Start of Records

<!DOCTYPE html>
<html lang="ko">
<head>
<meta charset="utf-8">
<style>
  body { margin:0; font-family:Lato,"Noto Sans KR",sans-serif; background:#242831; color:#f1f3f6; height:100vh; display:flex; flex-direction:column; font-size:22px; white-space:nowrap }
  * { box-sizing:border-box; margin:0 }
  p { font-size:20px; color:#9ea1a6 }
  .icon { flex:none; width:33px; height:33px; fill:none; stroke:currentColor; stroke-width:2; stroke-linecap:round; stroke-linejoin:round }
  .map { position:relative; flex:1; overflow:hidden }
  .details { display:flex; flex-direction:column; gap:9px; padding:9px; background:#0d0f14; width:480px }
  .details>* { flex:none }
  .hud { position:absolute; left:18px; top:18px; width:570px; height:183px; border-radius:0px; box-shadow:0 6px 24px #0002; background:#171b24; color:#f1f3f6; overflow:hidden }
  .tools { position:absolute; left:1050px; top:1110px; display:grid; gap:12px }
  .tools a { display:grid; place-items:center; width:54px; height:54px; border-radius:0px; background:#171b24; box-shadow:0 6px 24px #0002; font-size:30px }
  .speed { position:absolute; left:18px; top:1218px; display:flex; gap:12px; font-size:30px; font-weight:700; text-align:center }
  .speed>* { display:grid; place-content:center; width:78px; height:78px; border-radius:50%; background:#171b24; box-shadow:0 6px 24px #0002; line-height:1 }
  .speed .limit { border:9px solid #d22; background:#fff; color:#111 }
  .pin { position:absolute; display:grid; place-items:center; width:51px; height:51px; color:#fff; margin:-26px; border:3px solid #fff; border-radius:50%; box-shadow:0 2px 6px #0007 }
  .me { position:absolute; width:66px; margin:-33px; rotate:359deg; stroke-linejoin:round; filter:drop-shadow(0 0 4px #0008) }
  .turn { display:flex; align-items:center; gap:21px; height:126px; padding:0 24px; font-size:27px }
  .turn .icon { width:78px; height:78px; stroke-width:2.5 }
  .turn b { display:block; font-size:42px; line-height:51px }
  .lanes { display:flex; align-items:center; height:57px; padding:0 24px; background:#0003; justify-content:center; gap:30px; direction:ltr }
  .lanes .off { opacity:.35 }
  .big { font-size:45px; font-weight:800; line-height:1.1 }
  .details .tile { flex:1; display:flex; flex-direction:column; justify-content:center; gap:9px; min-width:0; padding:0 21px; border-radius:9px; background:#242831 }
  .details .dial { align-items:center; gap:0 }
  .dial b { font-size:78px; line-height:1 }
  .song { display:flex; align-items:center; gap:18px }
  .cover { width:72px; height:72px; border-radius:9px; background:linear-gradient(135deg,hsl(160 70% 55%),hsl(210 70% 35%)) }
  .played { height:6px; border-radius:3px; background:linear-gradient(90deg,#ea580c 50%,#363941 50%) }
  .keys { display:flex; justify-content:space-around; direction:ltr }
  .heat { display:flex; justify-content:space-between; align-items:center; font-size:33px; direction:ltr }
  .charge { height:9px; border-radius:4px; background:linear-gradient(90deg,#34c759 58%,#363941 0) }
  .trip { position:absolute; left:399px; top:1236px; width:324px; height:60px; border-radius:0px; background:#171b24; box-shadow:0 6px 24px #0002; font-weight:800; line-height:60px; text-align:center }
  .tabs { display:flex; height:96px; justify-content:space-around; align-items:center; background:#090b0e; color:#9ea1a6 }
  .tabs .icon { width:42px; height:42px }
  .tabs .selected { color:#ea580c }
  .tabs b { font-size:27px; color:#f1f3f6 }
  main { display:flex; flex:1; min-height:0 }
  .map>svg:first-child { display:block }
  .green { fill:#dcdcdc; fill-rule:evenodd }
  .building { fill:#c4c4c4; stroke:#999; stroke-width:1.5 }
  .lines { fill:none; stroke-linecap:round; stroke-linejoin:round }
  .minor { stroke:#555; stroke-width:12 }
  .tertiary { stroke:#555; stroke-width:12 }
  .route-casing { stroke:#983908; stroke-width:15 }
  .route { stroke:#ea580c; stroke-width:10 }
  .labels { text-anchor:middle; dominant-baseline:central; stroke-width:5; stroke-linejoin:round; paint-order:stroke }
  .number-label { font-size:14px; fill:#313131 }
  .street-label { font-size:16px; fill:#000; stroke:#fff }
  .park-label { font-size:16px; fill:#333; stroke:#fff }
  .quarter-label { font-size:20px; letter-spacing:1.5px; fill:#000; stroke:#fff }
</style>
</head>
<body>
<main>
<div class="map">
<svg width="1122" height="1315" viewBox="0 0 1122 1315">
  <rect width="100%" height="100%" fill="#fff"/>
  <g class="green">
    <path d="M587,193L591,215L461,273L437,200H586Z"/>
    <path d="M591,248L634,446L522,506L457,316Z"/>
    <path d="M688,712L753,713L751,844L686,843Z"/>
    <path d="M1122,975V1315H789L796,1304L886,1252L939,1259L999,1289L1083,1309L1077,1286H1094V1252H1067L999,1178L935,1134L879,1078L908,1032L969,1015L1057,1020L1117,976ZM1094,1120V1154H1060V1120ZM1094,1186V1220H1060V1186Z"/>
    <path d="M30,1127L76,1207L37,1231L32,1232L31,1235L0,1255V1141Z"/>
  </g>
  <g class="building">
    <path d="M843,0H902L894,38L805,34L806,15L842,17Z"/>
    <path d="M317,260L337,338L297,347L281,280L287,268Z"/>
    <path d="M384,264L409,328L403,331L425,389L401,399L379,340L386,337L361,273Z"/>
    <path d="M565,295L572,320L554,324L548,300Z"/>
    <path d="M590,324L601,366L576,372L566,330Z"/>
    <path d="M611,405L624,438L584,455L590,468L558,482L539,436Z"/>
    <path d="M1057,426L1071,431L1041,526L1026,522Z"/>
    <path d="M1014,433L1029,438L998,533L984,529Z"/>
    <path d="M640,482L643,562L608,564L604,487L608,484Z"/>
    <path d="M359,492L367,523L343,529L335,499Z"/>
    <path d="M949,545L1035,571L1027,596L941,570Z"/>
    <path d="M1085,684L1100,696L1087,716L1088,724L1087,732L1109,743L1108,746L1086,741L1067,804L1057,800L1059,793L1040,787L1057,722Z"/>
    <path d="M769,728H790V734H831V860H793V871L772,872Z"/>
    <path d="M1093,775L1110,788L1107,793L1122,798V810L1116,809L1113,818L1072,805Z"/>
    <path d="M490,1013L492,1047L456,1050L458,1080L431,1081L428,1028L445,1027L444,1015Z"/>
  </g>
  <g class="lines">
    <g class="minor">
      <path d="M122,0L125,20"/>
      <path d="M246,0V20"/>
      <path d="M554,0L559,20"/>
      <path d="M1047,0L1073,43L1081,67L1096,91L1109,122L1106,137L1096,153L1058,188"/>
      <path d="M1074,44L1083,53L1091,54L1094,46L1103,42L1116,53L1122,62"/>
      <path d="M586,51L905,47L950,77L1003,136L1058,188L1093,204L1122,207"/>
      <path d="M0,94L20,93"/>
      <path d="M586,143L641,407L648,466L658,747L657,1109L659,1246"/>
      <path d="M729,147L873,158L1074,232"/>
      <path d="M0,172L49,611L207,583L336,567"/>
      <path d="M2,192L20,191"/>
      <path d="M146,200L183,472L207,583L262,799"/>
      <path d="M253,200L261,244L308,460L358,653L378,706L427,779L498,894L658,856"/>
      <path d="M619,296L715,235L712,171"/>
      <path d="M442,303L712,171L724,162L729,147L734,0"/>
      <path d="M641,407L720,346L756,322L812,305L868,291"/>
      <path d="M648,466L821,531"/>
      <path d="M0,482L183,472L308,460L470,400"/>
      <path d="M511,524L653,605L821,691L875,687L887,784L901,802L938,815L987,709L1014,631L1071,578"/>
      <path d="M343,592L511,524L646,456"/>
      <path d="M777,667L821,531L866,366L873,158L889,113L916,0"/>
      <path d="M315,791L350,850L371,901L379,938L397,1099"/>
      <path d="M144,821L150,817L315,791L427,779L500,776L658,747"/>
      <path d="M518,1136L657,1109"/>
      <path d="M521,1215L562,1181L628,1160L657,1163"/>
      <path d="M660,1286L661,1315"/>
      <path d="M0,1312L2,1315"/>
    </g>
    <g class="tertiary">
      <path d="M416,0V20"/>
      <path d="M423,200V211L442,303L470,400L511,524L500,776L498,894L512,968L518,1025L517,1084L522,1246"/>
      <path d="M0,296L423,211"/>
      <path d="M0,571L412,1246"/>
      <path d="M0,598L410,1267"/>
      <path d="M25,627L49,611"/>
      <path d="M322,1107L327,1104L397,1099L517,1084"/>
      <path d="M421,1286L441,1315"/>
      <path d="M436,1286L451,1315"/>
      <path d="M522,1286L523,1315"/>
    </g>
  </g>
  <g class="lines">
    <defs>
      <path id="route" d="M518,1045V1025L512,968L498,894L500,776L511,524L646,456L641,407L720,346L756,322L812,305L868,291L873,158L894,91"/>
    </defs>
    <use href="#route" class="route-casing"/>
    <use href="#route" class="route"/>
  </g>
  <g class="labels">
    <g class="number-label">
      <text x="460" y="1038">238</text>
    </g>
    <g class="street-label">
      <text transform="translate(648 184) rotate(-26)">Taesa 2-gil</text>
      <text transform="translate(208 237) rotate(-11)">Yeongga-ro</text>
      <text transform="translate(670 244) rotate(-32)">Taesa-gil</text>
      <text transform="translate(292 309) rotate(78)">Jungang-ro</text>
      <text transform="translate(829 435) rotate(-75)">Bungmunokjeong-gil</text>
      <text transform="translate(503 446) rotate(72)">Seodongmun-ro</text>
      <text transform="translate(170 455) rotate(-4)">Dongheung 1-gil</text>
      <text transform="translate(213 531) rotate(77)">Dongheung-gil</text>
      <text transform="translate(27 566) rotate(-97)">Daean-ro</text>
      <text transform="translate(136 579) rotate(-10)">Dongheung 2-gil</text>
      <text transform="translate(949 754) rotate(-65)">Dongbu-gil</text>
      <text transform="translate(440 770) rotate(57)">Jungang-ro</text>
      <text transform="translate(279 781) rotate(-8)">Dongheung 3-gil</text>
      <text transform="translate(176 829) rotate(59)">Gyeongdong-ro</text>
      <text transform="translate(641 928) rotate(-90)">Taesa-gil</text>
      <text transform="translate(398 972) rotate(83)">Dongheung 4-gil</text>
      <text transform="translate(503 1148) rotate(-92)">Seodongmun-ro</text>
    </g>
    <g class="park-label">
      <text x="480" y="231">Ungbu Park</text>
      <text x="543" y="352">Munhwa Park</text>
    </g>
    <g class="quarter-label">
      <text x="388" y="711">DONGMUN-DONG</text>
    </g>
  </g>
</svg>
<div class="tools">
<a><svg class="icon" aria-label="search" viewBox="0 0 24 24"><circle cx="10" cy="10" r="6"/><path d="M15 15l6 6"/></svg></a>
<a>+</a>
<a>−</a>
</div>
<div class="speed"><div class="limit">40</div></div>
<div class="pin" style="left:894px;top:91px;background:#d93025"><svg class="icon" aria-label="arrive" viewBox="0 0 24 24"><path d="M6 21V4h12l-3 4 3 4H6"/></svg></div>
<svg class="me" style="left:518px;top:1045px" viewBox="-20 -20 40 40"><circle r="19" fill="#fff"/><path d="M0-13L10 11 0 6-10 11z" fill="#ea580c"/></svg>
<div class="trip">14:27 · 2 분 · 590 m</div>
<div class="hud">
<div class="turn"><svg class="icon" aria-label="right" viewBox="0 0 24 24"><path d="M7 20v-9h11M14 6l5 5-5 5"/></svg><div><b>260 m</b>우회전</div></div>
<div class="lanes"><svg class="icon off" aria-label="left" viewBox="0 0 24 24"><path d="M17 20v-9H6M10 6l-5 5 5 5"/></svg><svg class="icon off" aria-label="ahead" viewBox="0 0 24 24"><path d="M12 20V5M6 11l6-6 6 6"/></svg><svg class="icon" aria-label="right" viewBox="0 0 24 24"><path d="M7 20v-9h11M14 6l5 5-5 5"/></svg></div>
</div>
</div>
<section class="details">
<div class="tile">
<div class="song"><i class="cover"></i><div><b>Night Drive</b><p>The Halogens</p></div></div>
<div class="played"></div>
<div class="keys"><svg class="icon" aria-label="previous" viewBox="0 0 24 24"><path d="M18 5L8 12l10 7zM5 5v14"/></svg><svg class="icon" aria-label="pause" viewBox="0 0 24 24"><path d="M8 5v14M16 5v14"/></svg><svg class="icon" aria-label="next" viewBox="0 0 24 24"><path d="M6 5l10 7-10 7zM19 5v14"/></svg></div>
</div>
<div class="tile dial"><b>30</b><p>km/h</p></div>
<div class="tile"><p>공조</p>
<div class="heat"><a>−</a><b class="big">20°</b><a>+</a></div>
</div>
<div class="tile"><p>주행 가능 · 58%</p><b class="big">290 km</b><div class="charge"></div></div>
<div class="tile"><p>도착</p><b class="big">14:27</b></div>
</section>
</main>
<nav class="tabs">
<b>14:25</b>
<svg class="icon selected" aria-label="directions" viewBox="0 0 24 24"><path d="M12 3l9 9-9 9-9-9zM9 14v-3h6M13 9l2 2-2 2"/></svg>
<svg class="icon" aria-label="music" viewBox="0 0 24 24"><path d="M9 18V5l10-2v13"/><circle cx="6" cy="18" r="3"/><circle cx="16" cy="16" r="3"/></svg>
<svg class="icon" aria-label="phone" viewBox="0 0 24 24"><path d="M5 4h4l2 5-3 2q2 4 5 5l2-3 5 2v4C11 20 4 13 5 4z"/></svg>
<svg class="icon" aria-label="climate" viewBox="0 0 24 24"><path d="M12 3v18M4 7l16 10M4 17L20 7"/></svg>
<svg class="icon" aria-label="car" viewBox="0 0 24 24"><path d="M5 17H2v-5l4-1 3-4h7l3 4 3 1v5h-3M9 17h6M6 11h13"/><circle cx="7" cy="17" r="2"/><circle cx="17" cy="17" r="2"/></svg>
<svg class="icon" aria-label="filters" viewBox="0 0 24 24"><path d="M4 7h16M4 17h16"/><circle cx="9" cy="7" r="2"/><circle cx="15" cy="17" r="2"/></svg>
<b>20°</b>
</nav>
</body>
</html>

End of Records

(Work to complete) Copy the entries above exactly, but only from the line holding "display:flex; align-items:center; gap:21px;" through the line holding "font-size:45px; font-weight:800; line-height:1.1", both included.

(The completed task)
  .turn { display:flex; align-items:center; gap:21px; height:126px; padding:0 24px; font-size:27px }
  .turn .icon { width:78px; height:78px; stroke-width:2.5 }
  .turn b { display:block; font-size:42px; line-height:51px }
  .lanes { display:flex; align-items:center; height:57px; padding:0 24px; background:#0003; justify-content:center; gap:30px; direction:ltr }
  .lanes .off { opacity:.35 }
  .big { font-size:45px; font-weight:800; line-height:1.1 }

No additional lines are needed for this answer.